---------- TASK INPUTS ----------

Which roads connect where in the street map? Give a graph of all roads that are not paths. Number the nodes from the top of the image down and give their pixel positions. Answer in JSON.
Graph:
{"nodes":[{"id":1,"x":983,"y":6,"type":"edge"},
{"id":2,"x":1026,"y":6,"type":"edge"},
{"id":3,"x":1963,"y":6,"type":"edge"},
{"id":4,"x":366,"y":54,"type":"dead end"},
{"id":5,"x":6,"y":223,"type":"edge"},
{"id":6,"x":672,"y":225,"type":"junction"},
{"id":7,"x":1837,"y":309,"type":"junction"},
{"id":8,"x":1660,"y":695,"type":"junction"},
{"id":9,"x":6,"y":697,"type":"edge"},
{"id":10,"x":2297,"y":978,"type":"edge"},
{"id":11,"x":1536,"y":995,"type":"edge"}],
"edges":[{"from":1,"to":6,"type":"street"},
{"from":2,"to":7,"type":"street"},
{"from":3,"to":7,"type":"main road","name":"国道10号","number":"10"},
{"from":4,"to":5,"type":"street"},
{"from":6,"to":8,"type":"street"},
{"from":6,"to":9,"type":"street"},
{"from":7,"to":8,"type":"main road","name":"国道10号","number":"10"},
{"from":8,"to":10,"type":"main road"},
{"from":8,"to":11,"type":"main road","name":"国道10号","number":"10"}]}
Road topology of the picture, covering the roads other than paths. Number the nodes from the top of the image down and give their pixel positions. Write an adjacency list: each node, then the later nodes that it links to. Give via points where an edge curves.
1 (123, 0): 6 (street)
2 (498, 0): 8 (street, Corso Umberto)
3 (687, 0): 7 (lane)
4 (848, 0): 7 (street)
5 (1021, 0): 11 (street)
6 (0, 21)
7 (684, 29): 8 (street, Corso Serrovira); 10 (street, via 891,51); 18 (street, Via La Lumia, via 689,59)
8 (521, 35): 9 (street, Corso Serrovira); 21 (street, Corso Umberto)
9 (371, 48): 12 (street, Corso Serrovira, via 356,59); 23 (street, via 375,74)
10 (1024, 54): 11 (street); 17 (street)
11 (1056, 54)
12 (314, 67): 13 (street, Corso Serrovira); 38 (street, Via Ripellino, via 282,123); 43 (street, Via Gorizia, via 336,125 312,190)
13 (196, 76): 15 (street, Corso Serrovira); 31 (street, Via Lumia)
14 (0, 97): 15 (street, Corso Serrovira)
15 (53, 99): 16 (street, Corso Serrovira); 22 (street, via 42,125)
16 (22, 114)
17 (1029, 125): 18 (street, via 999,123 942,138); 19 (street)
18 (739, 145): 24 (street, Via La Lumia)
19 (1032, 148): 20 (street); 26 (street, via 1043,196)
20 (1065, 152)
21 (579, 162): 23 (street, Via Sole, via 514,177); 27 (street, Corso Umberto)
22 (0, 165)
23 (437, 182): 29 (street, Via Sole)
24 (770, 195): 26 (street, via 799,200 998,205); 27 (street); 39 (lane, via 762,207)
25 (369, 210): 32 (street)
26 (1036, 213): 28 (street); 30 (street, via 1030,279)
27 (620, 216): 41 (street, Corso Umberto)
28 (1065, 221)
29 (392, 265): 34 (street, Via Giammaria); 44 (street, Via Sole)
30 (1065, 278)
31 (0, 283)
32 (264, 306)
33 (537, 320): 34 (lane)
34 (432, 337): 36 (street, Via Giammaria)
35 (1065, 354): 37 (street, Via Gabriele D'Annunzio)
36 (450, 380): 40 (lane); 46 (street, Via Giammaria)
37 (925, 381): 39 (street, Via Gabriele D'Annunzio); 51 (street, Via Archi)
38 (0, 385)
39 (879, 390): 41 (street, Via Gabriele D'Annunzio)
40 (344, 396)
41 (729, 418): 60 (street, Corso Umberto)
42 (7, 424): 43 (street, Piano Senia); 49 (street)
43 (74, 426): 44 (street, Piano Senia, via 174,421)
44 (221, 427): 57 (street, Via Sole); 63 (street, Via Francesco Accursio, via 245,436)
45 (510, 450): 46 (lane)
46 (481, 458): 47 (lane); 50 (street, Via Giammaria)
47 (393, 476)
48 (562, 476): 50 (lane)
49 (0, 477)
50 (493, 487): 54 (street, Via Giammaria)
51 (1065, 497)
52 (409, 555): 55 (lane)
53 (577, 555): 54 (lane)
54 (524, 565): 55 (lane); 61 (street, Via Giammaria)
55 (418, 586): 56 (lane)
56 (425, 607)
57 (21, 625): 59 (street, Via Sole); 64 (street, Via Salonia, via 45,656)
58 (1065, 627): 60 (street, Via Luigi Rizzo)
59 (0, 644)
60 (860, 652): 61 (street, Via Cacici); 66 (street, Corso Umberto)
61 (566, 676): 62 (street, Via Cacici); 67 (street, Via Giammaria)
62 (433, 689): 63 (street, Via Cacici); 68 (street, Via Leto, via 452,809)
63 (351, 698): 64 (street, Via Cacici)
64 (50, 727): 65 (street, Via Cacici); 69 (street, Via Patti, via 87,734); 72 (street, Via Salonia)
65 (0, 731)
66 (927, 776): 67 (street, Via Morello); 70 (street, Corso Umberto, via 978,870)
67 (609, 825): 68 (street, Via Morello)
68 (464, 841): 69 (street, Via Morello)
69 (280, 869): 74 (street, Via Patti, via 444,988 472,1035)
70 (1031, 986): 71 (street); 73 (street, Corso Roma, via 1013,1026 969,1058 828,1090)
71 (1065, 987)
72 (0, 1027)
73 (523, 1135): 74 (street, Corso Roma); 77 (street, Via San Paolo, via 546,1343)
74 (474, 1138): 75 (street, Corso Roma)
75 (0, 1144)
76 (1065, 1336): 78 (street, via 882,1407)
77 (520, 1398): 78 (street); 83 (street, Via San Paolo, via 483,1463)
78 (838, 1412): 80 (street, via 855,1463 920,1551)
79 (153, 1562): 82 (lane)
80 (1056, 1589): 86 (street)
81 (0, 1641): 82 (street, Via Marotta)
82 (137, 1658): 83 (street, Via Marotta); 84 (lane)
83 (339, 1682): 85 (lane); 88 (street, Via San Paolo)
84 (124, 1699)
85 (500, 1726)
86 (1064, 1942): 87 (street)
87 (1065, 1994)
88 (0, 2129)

----------

=== EXERCISE ===
Each record needs to be given again exactly.

=== RESULT OF THIS EXERCISE ===
Which roads connect where in the street map? Give a graph of all roads that are not paths. Number the nodes from the top of the image down and give their pixel positions. Answer in JSON.
Graph:
{"nodes":[{"id":1,"x":983,"y":6,"type":"edge"},
{"id":2,"x":1026,"y":6,"type":"edge"},
{"id":3,"x":1963,"y":6,"type":"edge"},
{"id":4,"x":366,"y":54,"type":"dead end"},
{"id":5,"x":6,"y":223,"type":"edge"},
{"id":6,"x":672,"y":225,"type":"junction"},
{"id":7,"x":1837,"y":309,"type":"junction"},
{"id":8,"x":1660,"y":695,"type":"junction"},
{"id":9,"x":6,"y":697,"type":"edge"},
{"id":10,"x":2297,"y":978,"type":"edge"},
{"id":11,"x":1536,"y":995,"type":"edge"}],
"edges":[{"from":1,"to":6,"type":"street"},
{"from":2,"to":7,"type":"street"},
{"from":3,"to":7,"type":"main road","name":"国道10号","number":"10"},
{"from":4,"to":5,"type":"street"},
{"from":6,"to":8,"type":"street"},
{"from":6,"to":9,"type":"street"},
{"from":7,"to":8,"type":"main road","name":"国道10号","number":"10"},
{"from":8,"to":10,"type":"main road"},
{"from":8,"to":11,"type":"main road","name":"国道10号","number":"10"}]}
Road topology of the picture, covering the roads other than paths. Number the nodes from the top of the image down and give their pixel positions. Write an adjacency list: each node, then the later nodes that it links to. Give via points where an edge curves.
1 (123, 0): 6 (street)
2 (498, 0): 8 (street, Corso Umberto)
3 (687, 0): 7 (lane)
4 (848, 0): 7 (street)
5 (1021, 0): 11 (street)
6 (0, 21)
7 (684, 29): 8 (street, Corso Serrovira); 10 (street, via 891,51); 18 (street, Via La Lumia, via 689,59)
8 (521, 35): 9 (street, Corso Serrovira); 21 (street, Corso Umberto)
9 (371, 48): 12 (street, Corso Serrovira, via 356,59); 23 (street, via 375,74)
10 (1024, 54): 11 (street); 17 (street)
11 (1056, 54)
12 (314, 67): 13 (street, Corso Serrovira); 38 (street, Via Ripellino, via 282,123); 43 (street, Via Gorizia, via 336,125 312,190)
13 (196, 76): 15 (street, Corso Serrovira); 31 (street, Via Lumia)
14 (0, 97): 15 (street, Corso Serrovira)
15 (53, 99): 16 (street, Corso Serrovira); 22 (street, via 42,125)
16 (22, 114)
17 (1029, 125): 18 (street, via 999,123 942,138); 19 (street)
18 (739, 145): 24 (street, Via La Lumia)
19 (1032, 148): 20 (street); 26 (street, via 1043,196)
20 (1065, 152)
21 (579, 162): 23 (street, Via Sole, via 514,177); 27 (street, Corso Umberto)
22 (0, 165)
23 (437, 182): 29 (street, Via Sole)
24 (770, 195): 26 (street, via 799,200 998,205); 27 (street); 39 (lane, via 762,207)
25 (369, 210): 32 (street)
26 (1036, 213): 28 (street); 30 (street, via 1030,279)
27 (620, 216): 41 (street, Corso Umberto)
28 (1065, 221)
29 (392, 265): 34 (street, Via Giammaria); 44 (street, Via Sole)
30 (1065, 278)
31 (0, 283)
32 (264, 306)
33 (537, 320): 34 (lane)
34 (432, 337): 36 (street, Via Giammaria)
35 (1065, 354): 37 (street, Via Gabriele D'Annunzio)
36 (450, 380): 40 (lane); 46 (street, Via Giammaria)
37 (925, 381): 39 (street, Via Gabriele D'Annunzio); 51 (street, Via Archi)
38 (0, 385)
39 (879, 390): 41 (street, Via Gabriele D'Annunzio)
40 (344, 396)
41 (729, 418): 60 (street, Corso Umberto)
42 (7, 424): 43 (street, Piano Senia); 49 (street)
43 (74, 426): 44 (street, Piano Senia, via 174,421)
44 (221, 427): 57 (street, Via Sole); 63 (street, Via Francesco Accursio, via 245,436)
45 (510, 450): 46 (lane)
46 (481, 458): 47 (lane); 50 (street, Via Giammaria)
47 (393, 476)
48 (562, 476): 50 (lane)
49 (0, 477)
50 (493, 487): 54 (street, Via Giammaria)
51 (1065, 497)
52 (409, 555): 55 (lane)
53 (577, 555): 54 (lane)
54 (524, 565): 55 (lane); 61 (street, Via Giammaria)
55 (418, 586): 56 (lane)
56 (425, 607)
57 (21, 625): 59 (street, Via Sole); 64 (street, Via Salonia, via 45,656)
58 (1065, 627): 60 (street, Via Luigi Rizzo)
59 (0, 644)
60 (860, 652): 61 (street, Via Cacici); 66 (street, Corso Umberto)
61 (566, 676): 62 (street, Via Cacici); 67 (street, Via Giammaria)
62 (433, 689): 63 (street, Via Cacici); 68 (street, Via Leto, via 452,809)
63 (351, 698): 64 (street, Via Cacici)
64 (50, 727): 65 (street, Via Cacici); 69 (street, Via Patti, via 87,734); 72 (street, Via Salonia)
65 (0, 731)
66 (927, 776): 67 (street, Via Morello); 70 (street, Corso Umberto, via 978,870)
67 (609, 825): 68 (street, Via Morello)
68 (464, 841): 69 (street, Via Morello)
69 (280, 869): 74 (street, Via Patti, via 444,988 472,1035)
70 (1031, 986): 71 (street); 73 (street, Corso Roma, via 1013,1026 969,1058 828,1090)
71 (1065, 987)
72 (0, 1027)
73 (523, 1135): 74 (street, Corso Roma); 77 (street, Via San Paolo, via 546,1343)
74 (474, 1138): 75 (street, Corso Roma)
75 (0, 1144)
76 (1065, 1336): 78 (street, via 882,1407)
77 (520, 1398): 78 (street); 83 (street, Via San Paolo, via 483,1463)
78 (838, 1412): 80 (street, via 855,1463 920,1551)
79 (153, 1562): 82 (lane)
80 (1056, 1589): 86 (street)
81 (0, 1641): 82 (street, Via Marotta)
82 (137, 1658): 83 (street, Via Marotta); 84 (lane)
83 (339, 1682): 85 (lane); 88 (street, Via San Paolo)
84 (124, 1699)
85 (500, 1726)
86 (1064, 1942): 87 (street)
87 (1065, 1994)
88 (0, 2129)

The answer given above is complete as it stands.